Yup, I actually bought the Rmx 750W for 99.99 cause was on sale, but darn if as soon as I got it the 850w was same price. So I returned it and got the larger for same price. Its a GOLD rated PSU with 10 yr warranty and massive amperage on the 12v rails.

I will leave my piece now and let you and Mac get back to Troubleshooting. If you do find its the PSU I would def go with that one. I will tell you I bought a CX level PSU from Corsair some years ago and while installing it dropped a screw inside it and fried it. CORSAIR TOOK IT BACK AND ISSUED ME A FULL REFUND AND EXPEDITED A NEW ONE OUT TO ME FOR NO EXTRA CHARGE. I will NEVER use a different psu company after customer service like that...


----------



## Nnay (Jul 16, 2016)

Macboatmaster said:


> Nnay
> to return to trying to ascertain the problem I really do think you should test out of case as outlined
> no card
> no sata
> ...


will do, cheers man



metallica5456 said:


> CORSAIR TOOK IT BACK AND ISSUED ME A FULL REFUND AND EXPEDITED A NEW ONE OUT TO ME FOR NO EXTRA CHARGE. I will NEVER use a different psu company after customer service like that...


that's unusually friendly of a company. sounds amazing. how do corsair compare to others in terms of noise levels?


----------



## metallica5456 (Apr 1, 2013)

Nnay said:


> will do, cheers man
> 
> that's unusually friendly of a company. sounds amazing. how do corsair compare to others in terms of noise levels?


That's what I am getting at....it was NOT their fault yet they still did the honest thing and replaced the unit. What noise? That's how I describe it...

The thing is my case has the psu fan the HSF, and about 6 case fans and still everything kinda just sounds like an oscilating table fan is on.

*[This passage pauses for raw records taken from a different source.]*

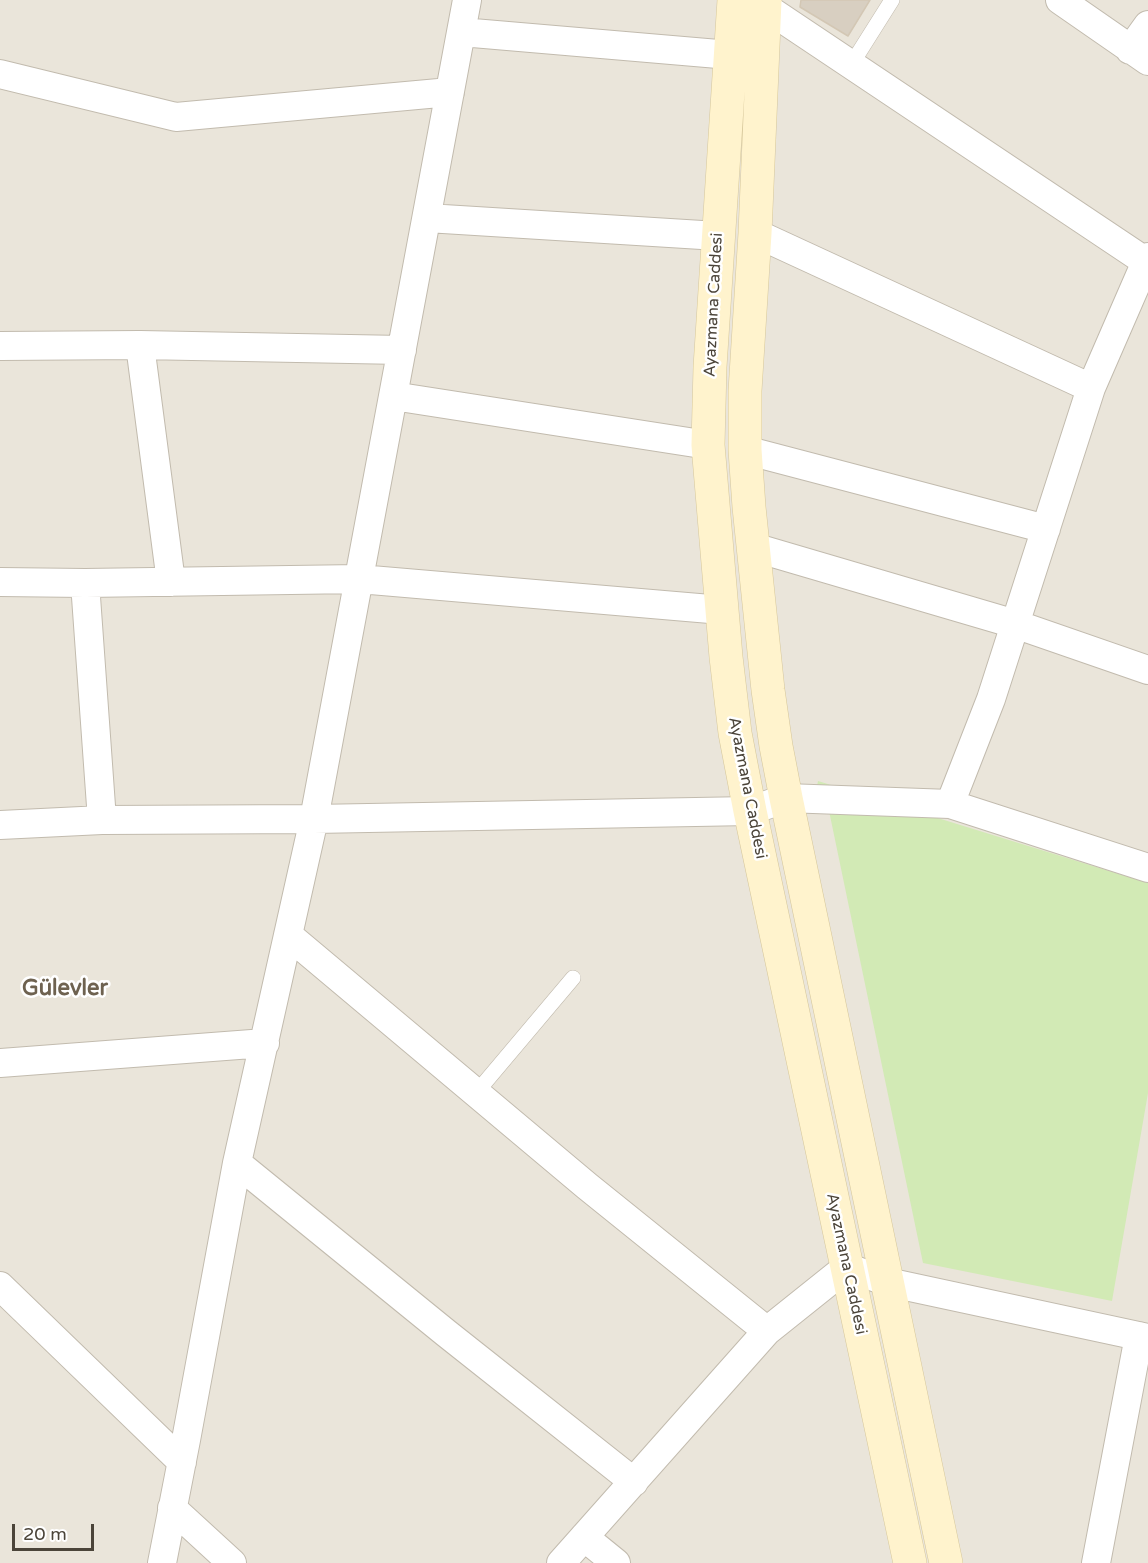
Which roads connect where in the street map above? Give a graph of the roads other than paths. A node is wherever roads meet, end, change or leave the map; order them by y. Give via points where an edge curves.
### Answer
1 (467, 0) edge
2 (734, 0) edge
3 (892, 0) edge
4 (1060, 0) edge
5 (765, 4) edge
6 (1148, 25) edge
7 (461, 32) junction
8 (730, 55) junction
9 (1139, 56) edge
10 (851, 65) junction
11 (0, 74) edge
12 (450, 92) junction
13 (427, 218) junction
14 (755, 233) junction
15 (718, 236) junction
16 (1148, 260) edge
17 (140, 345) junction
18 (0, 346) edge
19 (402, 350) junction
20 (1091, 388) junction
21 (393, 396) junction
22 (708, 445) junction
23 (745, 450) junction
24 (1046, 529) junction
25 (753, 547) junction
26 (359, 579) junction
27 (0, 582) edge
28 (171, 582) junction
29 (85, 583) junction
30 (722, 610) junction
31 (1015, 624) junction
32 (1148, 670) edge
33 (786, 798) junction
34 (950, 804) junction
35 (750, 812) junction
36 (314, 819) junction
37 (102, 820) junction
38 (0, 825) edge
39 (1148, 868) edge
40 (288, 935) junction
41 (573, 978) dead end
42 (265, 1043) junction
43 (0, 1063) edge
44 (476, 1093) junction
45 (237, 1163) junction
46 (847, 1267) junction
47 (887, 1282) junction
48 (0, 1286) edge
49 (767, 1331) junction
50 (1143, 1337) edge
51 (182, 1462) junction
52 (634, 1482) junction
53 (172, 1508) junction
54 (584, 1537) junction
55 (162, 1563) edge
56 (232, 1563) edge
57 (561, 1563) edge
58 (616, 1563) edge
59 (910, 1563) edge
60 (946, 1563) edge
61 (1096, 1563) edge

1 - 7 street
2 - 8 main road, Ayazmana Caddesi
3 - 10 lane
4 - 9 street
5 - 10 street
5 - 14 main road
6 - 9 street
7 - 8 street
7 - 12 street
8 - 15 main road, Ayazmana Caddesi
10 - 16 street
11 - 12 street via 176,117
12 - 13 street
13 - 15 street
13 - 19 street
14 - 20 street
14 - 23 main road
15 - 22 main road, Ayazmana Caddesi
16 - 20 street
17 - 18 street
17 - 19 street
17 - 28 street
19 - 21 street
20 - 24 street
21 - 22 street
21 - 26 street
22 - 30 main road, Ayazmana Caddesi
23 - 24 street
23 - 25 main road
24 - 31 street
25 - 31 street
25 - 33 main road via 768,690
26 - 28 street
26 - 30 street
26 - 36 street
27 - 29 street
28 - 29 street
29 - 37 street
30 - 35 main road, Ayazmana Caddesi via 735,733
31 - 32 street
31 - 34 street
33 - 34 street
33 - 35 street
33 - 47 main road
34 - 39 street
35 - 36 street
35 - 46 main road, Ayazmana Caddesi
36 - 37 street
36 - 40 street
37 - 38 street
40 - 42 street
40 - 44 street
41 - 44 lane
42 - 43 street
42 - 45 street
44 - 49 street
45 - 51 street
45 - 52 street
46 - 47 street
46 - 49 street
46 - 59 main road, Ayazmana Caddesi
47 - 50 street
47 - 60 main road
48 - 51 street
49 - 52 street
50 - 61 street
51 - 53 street
52 - 54 street
53 - 55 street
53 - 56 street
54 - 57 street
54 - 58 street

The RMx series has a passive fan, I think that's right term, so its only on when it needs to be. Igf you have good case cooling it wont run much anyway, and its FULL MODULAR as well.


----------



## Nnay (Jul 16, 2016)

metallica5456 said:


> That's what I am getting at....it was NOT their fault yet they still did the honest thing and replaced the unit. What noise? That's how I describe it...
> 
> The thing is my case has the psu fan the HSF, and about 6 case fans and still everything kinda just sounds like an oscilating table fan is on.
> 
> The RMx series has a passive fan, I think that's right term, so its only on when it needs to be. Igf you have good case cooling it wont run much anyway, and its FULL MODULAR as well.


that's really good to know, thanks a lot I'll check it out!


----------



## Nnay (Jul 16, 2016)

Alright update time.

First I removed the mainboard from the case and did a case-less build with only the essential cpu power and 24pin, shorted the power on aaaaaand. click. same old.
Asus claimed that it's possible to post the system without a cpu so I removed that as well but, it seems that asus is wrong. didn't even get the click.

So I connected the PSU to my testbench and got the same result.

I think it's safe to assume the PSU is shot. I'll try to replace it with a new one tomorrow and keep you updated.

thanks again for the ideas and help


----------



## Macboatmaster (Jan 15, 2010)

Cheers
Thanks, please do let us know, as you said


----------